Artemisia Gentileschi (1593–1653).

Suzana e os Anciãos.

Óleo sobre tela.

c. 1610–11

Palácio de Weissenstein

A priori, a obra divide-se em três partes: o centro esquerdo é ocupado por uma mulher, que se apresenta despida e sentada sobre uma escadaria. Por cima de sua perna esquerda repousa um pano branco, que também oculta levemente sua genitália. O tecido apresenta drapeados, os quais possuem variações tonais, que vão do branco ao cinzento, com nuances sutis de azul, causadas pela incidência luminosa. A figura feminina é representada com o tronco retorcido, suavemente inclinado para a esquerda. Na lateral sestra, o braço encontra-se levantado, tenso, e protege um dos seios, ao passo que a mão encostada no pescoço se ergue em afastamento. Ao mesmo tempo, ambas as pernas estão viradas para o canto esquerdo da tela, dobradas, permitindo que a figura esteja sentada. Os pés estão firmados, desigualmente, na escadaria: um apoia-se no segundo degrau, e o outro no terceiro.

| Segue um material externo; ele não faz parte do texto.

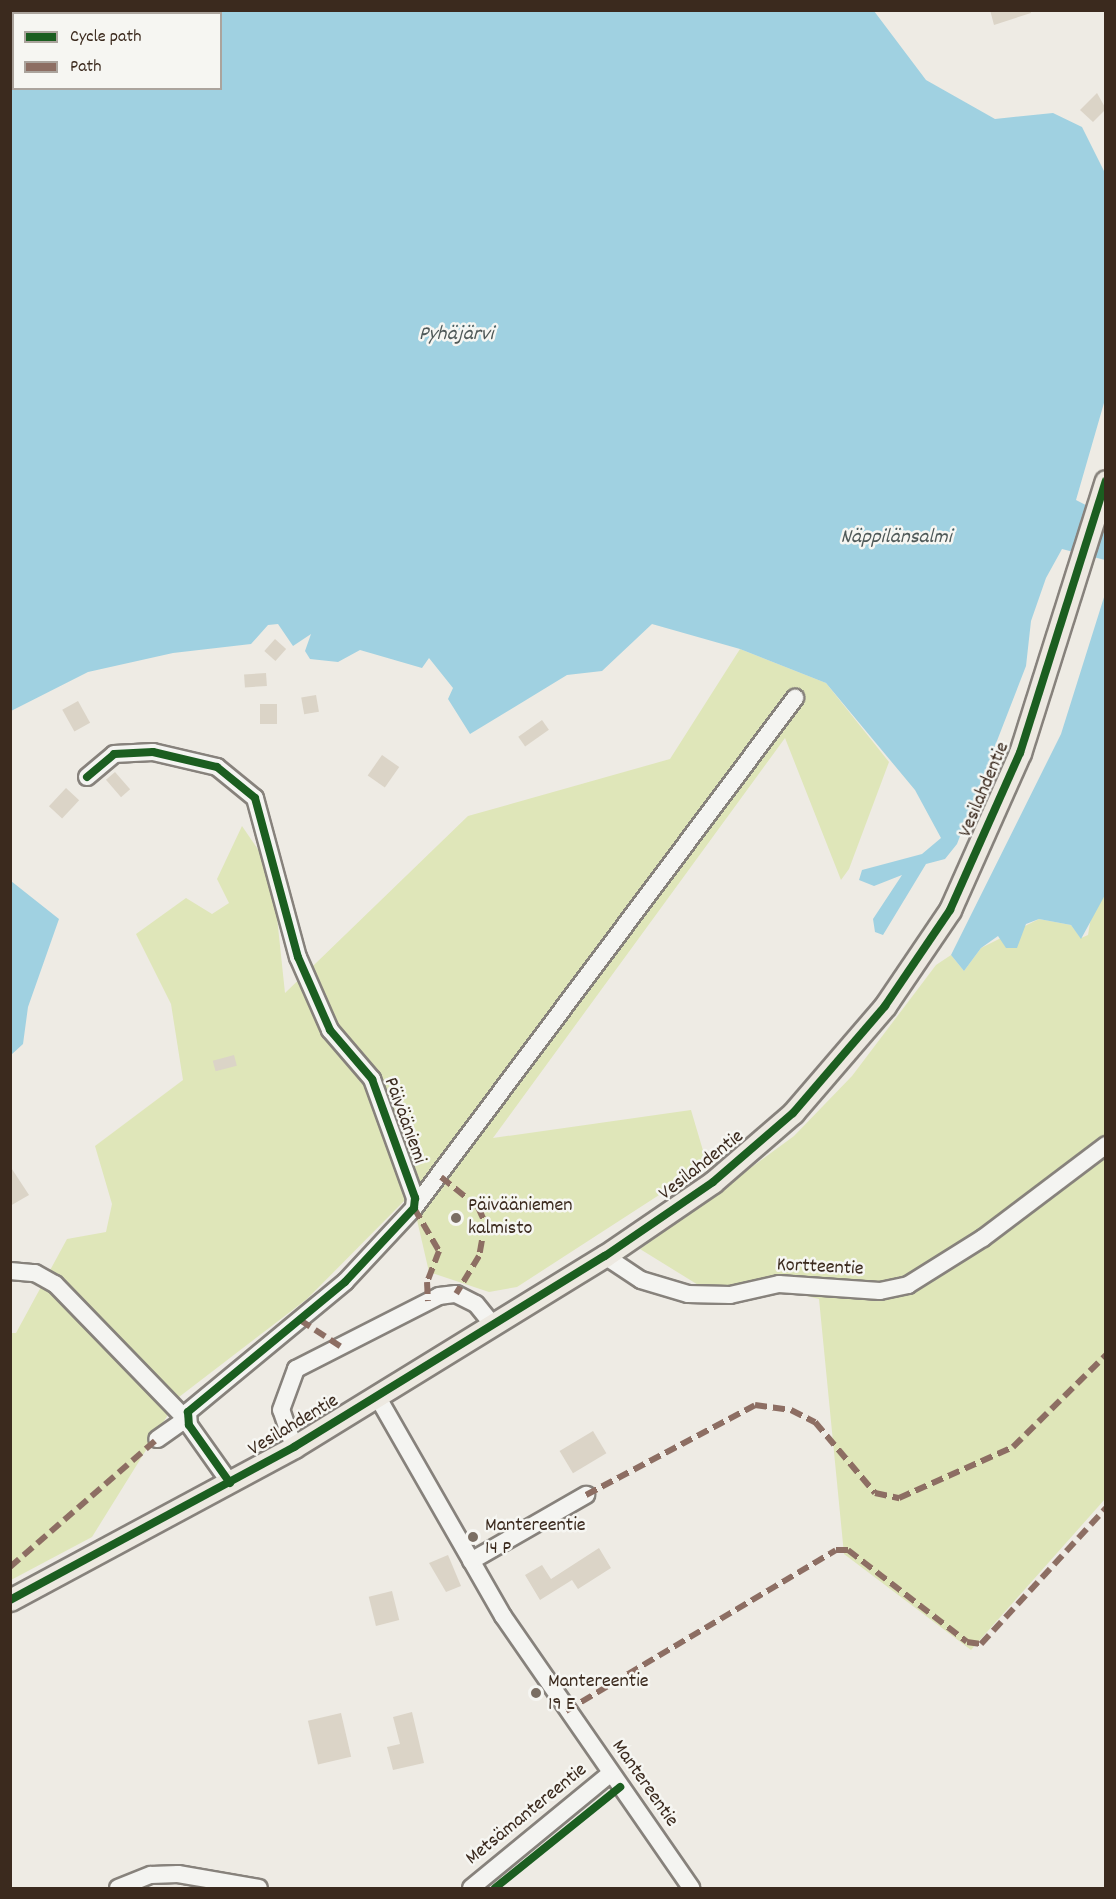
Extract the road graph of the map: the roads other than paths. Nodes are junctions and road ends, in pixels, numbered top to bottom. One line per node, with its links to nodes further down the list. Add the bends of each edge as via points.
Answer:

Na lateral direita, o braço que demonstra-se igualmente levantado e tensionado, é erguido na direção oposta ao corpo, rumo ao canto superior destro. Ademais, o rosto, cujas maçãs estão coradas, está virado para o canto esquerdo da tela, e acompanha a torção do tronco; o olhar dirige-se para o canto inferior sestro, delineado pelas sobrancelhas e testa franzidas, entrementes. a boca apresenta-se levemente aberta. O cabelo castanho é trançado em forma de tiara, ao mesmo tempo em que uma parte das madeixas encontra-se solta, ao passo que uma das mechas cai, repousada sutilmente, sobre uma das bochechas.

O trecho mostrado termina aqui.